Krajewska-Wojtys et al.¹⁰ performed the NAPT with multiple allergens (M-NAPT) using extracts with 5000 SBE/mL in 2-week intervals. The NAPT was monitored subjectively by VAS (positivity parameter: ≥30% increase of the total score) and objectively by AcRh (positivity parameter: ≥30% drop in nasal cavity volume between 2 and 6 cm [V2-6]). The authors found positive NAPT in 53/101 (52.5%) patients, 17 (16.8%) of them to Phleum pratense, 6 (5.9%) to Artemisia, and 9 (8.9%) to birch. Twenty-one patients (20.8%) had positive NAPT to the three allergens. Unlike Buntarickpornpan et al.,⁹ they showed an increase in nsIgE only for P. pratense after 6 hours of NAPT.

Duman et al.¹¹ performed an M-NAPT with increasing concentrations of 0.1, 1, 10, and 100 IR/mL, and a 1-week interval between the different allergens. The NAPTs were monitored subjectively by VAS and Total Nasal Symptom Score (TNSS) and objectively by Active Anterior Rhinomanometry (AAR) (positivity parameter: >40% drop in nasal flow at 150 Pascals (Pa) or >20% drop in the nasal flow associated with >2 difference in TNSS). At the end of the evaluation, 7/28 (25%) of the patients were diagnosed with LAR, and two children were positive to the grass mix, three to DP, and two to Dermatophagoides farinae (DF). There was no change in the quantification of eosinophils in nasal secretion.

Zicari et al.¹² performed an M-NAPT with 100 AU of each allergen (50 AU per nostril) and an interval longer than 2 days between provocations. The tests were subjectively monitored by a symptom questionnaire (NOSE score)¹³ and objectively by AAR (positivity parameter: >50% drop in nasal flow at 150 Pa). At the end of the assessment, 12/18 (66.7%) were positive to at least one NAPT: six (33.3%) were positive to house dust mite, five (27.8%) were positive to grass pollen mix, and one (5.6%) was positive to both allergens. The authors also reported an increase in interleukin-5, Thymic stromal lymphopoietin (TSLP; 33% of the children with positive NAPT), and nsIgE for allergens tested after the NAPT, but it must be noted that the author used 0.1 kU/L as the cutoff value to consider the nsIgE positive. Otherwise, the author justifies that this difference could be explained by considering that the samples were 50% more concentrated than the original volume.

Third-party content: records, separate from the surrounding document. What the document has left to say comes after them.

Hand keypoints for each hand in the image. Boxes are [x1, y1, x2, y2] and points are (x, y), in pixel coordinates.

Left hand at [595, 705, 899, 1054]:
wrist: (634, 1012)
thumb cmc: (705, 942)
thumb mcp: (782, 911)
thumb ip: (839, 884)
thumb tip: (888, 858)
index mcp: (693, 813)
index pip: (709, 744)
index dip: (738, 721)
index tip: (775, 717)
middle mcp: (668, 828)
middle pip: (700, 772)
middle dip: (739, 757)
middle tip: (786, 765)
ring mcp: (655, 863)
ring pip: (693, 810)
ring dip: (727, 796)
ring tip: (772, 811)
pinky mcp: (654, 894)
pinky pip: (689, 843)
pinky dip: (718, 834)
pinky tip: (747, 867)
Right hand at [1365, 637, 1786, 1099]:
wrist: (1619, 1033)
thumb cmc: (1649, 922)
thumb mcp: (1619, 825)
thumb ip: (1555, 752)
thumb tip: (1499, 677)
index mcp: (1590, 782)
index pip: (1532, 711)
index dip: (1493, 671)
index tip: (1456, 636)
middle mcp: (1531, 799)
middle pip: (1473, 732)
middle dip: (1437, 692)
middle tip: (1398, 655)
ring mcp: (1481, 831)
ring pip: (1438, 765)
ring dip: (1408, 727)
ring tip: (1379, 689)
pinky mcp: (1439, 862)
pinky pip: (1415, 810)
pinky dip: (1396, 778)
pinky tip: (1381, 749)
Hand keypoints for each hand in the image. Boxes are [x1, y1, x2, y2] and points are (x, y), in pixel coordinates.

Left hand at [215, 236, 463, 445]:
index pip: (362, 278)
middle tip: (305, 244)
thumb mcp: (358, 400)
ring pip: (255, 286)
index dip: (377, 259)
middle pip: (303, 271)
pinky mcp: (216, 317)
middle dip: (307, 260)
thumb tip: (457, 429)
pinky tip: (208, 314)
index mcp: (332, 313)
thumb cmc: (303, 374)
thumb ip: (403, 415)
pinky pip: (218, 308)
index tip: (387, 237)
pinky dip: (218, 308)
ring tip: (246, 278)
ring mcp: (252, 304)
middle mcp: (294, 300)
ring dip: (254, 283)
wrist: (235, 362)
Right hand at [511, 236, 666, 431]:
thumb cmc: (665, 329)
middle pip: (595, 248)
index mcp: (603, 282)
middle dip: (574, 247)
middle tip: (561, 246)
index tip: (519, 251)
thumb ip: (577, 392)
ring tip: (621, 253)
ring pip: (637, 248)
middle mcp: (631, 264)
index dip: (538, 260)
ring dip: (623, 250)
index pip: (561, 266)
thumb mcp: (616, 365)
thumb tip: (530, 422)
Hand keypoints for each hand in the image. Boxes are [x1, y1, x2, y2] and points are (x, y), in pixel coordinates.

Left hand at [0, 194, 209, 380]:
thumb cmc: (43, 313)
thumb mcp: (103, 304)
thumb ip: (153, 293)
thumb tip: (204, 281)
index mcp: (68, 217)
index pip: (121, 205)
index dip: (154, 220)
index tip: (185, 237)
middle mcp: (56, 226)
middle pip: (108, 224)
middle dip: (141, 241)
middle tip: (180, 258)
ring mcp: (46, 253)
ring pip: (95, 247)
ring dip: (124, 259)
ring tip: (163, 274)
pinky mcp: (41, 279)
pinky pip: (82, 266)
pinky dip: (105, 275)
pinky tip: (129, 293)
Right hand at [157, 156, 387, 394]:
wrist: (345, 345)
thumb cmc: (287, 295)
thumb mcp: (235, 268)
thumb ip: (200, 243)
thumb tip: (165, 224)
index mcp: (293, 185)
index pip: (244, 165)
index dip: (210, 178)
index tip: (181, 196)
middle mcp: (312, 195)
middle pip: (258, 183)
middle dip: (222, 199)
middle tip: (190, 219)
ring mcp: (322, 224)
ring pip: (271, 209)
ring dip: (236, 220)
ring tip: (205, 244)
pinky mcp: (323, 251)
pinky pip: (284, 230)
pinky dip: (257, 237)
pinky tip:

Ha et al.¹⁴ performed S-NAPTs with 0.4 and 4 µg/mL of freshly reconstituted freeze-dried DP between May 2011 and June 2012, monitored only subjectively by VAS and Total Symptom Score. They used the within-subject standard deviation (SDw) as a positivity parameter, calculated by dividing the difference of the symptom scores between the initial value and the value after saline challenge by the square root of 2.¹⁵ An SD index value >2 SDs was categorized as positive.

Tao et al.¹⁶ performed M-NAPTs between March 2016 and March 2017 using the following concentrations: house dust mite mix, 22 mg/mL; weed pollen mix, 50 mg/mL; and mold mix, 40 mg/mL, with unspecified intervals between NAPTs. Nasal provocations were monitored subjectively by VAS and objectively by AAR, using as a positive parameter: an increase of >30% in the total VAS, accompanied with an increase of >100% in total airway resistance at 150 Pa, or an increase of >15% in the eosinophil ratio in the nasal secretion smear. The study included adults and children, but only patients under 14 years old (n = 40) were analyzed for this systematic review.

Bozek et al.¹⁷ performed M-NAPTs with 5000 SBE/mL extracts in 2-week intervals. The NAPT was monitored subjectively by VAS (positivity parameter: ≥30% increase) and objectively by AcRh (positivity parameter: ≥30% drop in V2-6). The study included adults and children, but only patients under 18 years old with positive NAPTs (n = 293) were analyzed for this systematic review. Despite the NAPTs being divided by age group, the clinical characteristics were not separated in the same way, and it is not possible to extract data to clinically categorize children with LAR. In adults, unlike Rondon et al.,⁵ they noted that the typical characteristics of patients with LAR in this group were as follows: older men with more perennial types of symptoms who are monosensitized, mainly to DP.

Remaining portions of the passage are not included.